▸ **Stored items**

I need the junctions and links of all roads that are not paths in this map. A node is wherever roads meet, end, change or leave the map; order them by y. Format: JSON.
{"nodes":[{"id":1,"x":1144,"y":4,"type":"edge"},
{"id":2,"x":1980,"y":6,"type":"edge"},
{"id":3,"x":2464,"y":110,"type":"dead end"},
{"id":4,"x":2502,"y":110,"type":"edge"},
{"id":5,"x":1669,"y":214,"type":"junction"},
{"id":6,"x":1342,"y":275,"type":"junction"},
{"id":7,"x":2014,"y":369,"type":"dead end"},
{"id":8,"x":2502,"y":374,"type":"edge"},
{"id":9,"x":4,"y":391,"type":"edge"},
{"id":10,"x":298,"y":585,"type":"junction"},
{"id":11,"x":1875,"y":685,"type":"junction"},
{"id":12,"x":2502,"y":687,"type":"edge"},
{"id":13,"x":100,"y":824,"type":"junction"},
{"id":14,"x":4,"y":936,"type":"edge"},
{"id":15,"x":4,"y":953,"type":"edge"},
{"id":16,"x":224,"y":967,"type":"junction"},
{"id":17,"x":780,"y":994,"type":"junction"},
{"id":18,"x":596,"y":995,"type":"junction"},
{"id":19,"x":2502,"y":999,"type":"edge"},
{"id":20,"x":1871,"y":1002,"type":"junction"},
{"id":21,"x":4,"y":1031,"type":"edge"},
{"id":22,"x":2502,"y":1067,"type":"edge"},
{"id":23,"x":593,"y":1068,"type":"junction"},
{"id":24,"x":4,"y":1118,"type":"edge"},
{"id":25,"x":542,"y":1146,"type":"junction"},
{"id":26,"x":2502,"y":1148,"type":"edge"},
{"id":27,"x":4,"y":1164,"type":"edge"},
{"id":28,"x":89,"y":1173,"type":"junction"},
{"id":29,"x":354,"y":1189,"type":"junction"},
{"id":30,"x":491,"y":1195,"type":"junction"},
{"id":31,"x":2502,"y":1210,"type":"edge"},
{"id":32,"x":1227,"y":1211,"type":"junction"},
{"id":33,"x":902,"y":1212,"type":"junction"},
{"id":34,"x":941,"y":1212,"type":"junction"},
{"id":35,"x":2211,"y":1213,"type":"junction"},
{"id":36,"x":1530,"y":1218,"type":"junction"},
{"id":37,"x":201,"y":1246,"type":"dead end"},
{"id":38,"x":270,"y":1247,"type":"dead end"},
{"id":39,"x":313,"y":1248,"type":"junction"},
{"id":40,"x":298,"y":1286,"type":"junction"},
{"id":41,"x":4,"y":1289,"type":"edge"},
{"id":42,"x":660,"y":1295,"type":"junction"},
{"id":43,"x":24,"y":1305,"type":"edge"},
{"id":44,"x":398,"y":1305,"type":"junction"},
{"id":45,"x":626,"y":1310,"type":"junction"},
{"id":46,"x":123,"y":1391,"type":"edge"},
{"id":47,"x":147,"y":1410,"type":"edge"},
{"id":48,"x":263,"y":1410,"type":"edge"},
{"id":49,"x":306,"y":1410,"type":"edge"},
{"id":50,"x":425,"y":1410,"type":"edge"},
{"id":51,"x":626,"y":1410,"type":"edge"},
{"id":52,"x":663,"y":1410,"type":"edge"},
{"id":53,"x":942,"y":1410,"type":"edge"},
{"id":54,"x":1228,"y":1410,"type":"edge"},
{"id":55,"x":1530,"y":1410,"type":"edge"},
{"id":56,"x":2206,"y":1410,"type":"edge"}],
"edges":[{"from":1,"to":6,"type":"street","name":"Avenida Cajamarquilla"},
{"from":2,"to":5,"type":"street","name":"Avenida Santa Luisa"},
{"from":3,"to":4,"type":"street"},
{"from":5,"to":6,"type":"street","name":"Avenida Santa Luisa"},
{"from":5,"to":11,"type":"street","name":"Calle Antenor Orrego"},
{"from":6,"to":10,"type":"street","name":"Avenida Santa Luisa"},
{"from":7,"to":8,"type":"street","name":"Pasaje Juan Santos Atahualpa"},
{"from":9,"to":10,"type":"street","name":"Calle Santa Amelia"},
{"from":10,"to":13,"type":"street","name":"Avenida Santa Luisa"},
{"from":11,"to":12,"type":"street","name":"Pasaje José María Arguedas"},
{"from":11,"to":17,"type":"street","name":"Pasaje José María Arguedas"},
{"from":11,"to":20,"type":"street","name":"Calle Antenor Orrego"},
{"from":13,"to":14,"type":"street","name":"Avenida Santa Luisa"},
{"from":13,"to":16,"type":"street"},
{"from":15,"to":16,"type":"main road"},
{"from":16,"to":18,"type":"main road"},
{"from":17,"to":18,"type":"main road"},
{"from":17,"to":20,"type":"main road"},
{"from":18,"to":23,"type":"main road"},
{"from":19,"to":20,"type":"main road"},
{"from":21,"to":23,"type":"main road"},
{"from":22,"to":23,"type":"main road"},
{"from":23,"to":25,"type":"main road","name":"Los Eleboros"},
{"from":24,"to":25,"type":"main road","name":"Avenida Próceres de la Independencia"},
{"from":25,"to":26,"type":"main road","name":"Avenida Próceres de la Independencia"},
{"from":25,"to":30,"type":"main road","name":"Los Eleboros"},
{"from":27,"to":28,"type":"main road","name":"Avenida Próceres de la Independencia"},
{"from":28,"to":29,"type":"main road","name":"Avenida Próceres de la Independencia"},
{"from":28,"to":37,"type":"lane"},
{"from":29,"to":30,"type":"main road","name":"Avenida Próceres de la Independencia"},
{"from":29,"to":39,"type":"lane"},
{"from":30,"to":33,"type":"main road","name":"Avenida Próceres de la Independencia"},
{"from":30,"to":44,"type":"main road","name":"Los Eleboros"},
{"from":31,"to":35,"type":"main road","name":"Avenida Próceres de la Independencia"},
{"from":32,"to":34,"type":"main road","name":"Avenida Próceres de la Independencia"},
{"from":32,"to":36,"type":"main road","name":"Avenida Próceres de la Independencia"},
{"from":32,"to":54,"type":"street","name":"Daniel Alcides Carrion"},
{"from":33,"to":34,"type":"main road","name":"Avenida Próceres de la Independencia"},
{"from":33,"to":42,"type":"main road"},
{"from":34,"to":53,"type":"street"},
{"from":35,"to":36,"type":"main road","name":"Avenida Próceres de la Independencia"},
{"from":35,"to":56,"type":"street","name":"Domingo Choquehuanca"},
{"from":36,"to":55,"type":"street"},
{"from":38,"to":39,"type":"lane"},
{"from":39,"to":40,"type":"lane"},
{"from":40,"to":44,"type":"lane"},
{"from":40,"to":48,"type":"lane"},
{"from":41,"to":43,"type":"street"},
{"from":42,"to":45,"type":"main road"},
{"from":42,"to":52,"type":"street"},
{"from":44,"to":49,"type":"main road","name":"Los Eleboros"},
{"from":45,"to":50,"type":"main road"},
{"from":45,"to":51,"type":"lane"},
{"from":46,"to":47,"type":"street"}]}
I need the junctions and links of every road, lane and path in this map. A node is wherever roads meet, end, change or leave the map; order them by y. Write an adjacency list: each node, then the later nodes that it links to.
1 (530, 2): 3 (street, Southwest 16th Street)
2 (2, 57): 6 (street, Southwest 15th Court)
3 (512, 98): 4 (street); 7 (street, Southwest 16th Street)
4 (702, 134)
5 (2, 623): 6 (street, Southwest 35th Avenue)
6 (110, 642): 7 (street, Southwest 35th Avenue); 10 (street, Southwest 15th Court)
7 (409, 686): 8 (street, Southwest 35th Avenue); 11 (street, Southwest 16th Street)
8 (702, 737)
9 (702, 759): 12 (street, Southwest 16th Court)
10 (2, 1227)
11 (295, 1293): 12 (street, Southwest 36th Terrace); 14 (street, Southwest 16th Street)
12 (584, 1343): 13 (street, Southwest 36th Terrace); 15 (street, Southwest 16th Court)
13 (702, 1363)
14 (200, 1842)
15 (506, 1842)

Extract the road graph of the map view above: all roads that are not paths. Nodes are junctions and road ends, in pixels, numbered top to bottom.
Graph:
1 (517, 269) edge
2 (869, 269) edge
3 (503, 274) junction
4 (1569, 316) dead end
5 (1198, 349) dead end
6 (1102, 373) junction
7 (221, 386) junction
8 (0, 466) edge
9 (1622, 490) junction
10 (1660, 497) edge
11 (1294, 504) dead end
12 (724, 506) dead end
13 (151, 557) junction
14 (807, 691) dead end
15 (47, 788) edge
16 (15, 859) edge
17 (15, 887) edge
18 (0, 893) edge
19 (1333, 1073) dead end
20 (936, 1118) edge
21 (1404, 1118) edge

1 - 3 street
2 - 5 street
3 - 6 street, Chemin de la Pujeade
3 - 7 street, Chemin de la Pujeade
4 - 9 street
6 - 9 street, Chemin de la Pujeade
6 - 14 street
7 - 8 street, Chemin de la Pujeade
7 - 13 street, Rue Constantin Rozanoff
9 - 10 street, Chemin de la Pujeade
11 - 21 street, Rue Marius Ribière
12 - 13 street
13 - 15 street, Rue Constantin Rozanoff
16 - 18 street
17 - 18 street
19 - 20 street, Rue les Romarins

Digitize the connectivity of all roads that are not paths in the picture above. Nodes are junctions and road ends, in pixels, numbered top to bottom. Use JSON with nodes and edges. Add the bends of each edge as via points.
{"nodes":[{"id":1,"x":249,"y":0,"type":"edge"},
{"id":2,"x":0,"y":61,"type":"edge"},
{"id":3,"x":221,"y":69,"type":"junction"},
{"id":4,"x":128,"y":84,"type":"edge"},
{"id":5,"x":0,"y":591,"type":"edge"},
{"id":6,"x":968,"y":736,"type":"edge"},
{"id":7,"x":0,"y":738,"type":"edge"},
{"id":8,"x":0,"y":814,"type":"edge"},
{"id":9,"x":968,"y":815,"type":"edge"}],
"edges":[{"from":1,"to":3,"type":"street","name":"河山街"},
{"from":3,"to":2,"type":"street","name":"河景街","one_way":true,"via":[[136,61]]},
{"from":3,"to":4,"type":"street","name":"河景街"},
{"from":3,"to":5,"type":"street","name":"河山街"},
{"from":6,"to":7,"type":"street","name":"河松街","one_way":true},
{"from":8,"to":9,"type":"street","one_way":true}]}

▸ **Directions for this task**
Above are the records; copy exactly the lines from the line with "I need the junctions and links of every" through the line with "Extract the road", both included.

▸ **Finished task**
I need the junctions and links of every road, lane and path in this map. A node is wherever roads meet, end, change or leave the map; order them by y. Write an adjacency list: each node, then the later nodes that it links to.
1 (530, 2): 3 (street, Southwest 16th Street)
2 (2, 57): 6 (street, Southwest 15th Court)
3 (512, 98): 4 (street); 7 (street, Southwest 16th Street)
4 (702, 134)
5 (2, 623): 6 (street, Southwest 35th Avenue)
6 (110, 642): 7 (street, Southwest 35th Avenue); 10 (street, Southwest 15th Court)
7 (409, 686): 8 (street, Southwest 35th Avenue); 11 (street, Southwest 16th Street)
8 (702, 737)
9 (702, 759): 12 (street, Southwest 16th Court)
10 (2, 1227)
11 (295, 1293): 12 (street, Southwest 36th Terrace); 14 (street, Southwest 16th Street)
12 (584, 1343): 13 (street, Southwest 36th Terrace); 15 (street, Southwest 16th Court)
13 (702, 1363)
14 (200, 1842)
15 (506, 1842)

Extract the road graph of the map view above: all roads that are not paths. Nodes are junctions and road ends, in pixels, numbered top to bottom.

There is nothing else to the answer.